**Task description**
Every entry needs to be reproduced exactly.
==== Record excerpts
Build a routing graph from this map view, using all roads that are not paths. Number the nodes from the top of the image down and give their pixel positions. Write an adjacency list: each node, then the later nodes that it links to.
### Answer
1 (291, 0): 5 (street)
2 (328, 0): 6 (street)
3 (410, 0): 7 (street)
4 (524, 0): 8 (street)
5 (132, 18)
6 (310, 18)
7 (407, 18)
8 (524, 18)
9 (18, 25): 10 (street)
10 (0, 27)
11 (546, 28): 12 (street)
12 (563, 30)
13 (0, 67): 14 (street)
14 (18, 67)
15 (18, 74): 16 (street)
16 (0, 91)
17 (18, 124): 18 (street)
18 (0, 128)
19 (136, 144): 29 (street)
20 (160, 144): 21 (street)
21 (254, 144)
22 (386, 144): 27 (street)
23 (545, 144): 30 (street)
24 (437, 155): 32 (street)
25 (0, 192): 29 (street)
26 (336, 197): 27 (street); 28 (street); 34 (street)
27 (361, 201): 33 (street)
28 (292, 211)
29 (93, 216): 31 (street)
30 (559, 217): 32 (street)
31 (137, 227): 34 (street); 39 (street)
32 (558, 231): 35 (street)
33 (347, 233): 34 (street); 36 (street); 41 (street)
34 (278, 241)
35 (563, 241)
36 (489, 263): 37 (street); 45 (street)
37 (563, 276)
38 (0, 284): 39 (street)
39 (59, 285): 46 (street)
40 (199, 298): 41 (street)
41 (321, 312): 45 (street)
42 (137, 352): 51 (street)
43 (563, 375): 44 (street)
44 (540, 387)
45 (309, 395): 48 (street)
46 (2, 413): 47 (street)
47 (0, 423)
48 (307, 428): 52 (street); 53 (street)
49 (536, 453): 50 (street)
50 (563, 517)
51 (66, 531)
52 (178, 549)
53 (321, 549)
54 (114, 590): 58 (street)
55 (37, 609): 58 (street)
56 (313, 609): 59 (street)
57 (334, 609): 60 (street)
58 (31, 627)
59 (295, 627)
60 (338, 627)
========
**Answer to this exercise**
Build a routing graph from this map view, using all roads that are not paths. Number the nodes from the top of the image down and give their pixel positions. Write an adjacency list: each node, then the later nodes that it links to.
### Answer
1 (291, 0): 5 (street)
2 (328, 0): 6 (street)
3 (410, 0): 7 (street)
4 (524, 0): 8 (street)
5 (132, 18)
6 (310, 18)
7 (407, 18)
8 (524, 18)
9 (18, 25): 10 (street)
10 (0, 27)
11 (546, 28): 12 (street)
12 (563, 30)
13 (0, 67): 14 (street)
14 (18, 67)
15 (18, 74): 16 (street)
16 (0, 91)
17 (18, 124): 18 (street)
18 (0, 128)
19 (136, 144): 29 (street)
20 (160, 144): 21 (street)
21 (254, 144)
22 (386, 144): 27 (street)
23 (545, 144): 30 (street)
24 (437, 155): 32 (street)
25 (0, 192): 29 (street)
26 (336, 197): 27 (street); 28 (street); 34 (street)
27 (361, 201): 33 (street)
28 (292, 211)
29 (93, 216): 31 (street)
30 (559, 217): 32 (street)
31 (137, 227): 34 (street); 39 (street)
32 (558, 231): 35 (street)
33 (347, 233): 34 (street); 36 (street); 41 (street)
34 (278, 241)
35 (563, 241)
36 (489, 263): 37 (street); 45 (street)
37 (563, 276)
38 (0, 284): 39 (street)
39 (59, 285): 46 (street)
40 (199, 298): 41 (street)
41 (321, 312): 45 (street)
42 (137, 352): 51 (street)
43 (563, 375): 44 (street)
44 (540, 387)
45 (309, 395): 48 (street)
46 (2, 413): 47 (street)
47 (0, 423)
48 (307, 428): 52 (street); 53 (street)
49 (536, 453): 50 (street)
50 (563, 517)
51 (66, 531)
52 (178, 549)
53 (321, 549)
54 (114, 590): 58 (street)
55 (37, 609): 58 (street)
56 (313, 609): 59 (street)
57 (334, 609): 60 (street)
58 (31, 627)
59 (295, 627)
60 (338, 627)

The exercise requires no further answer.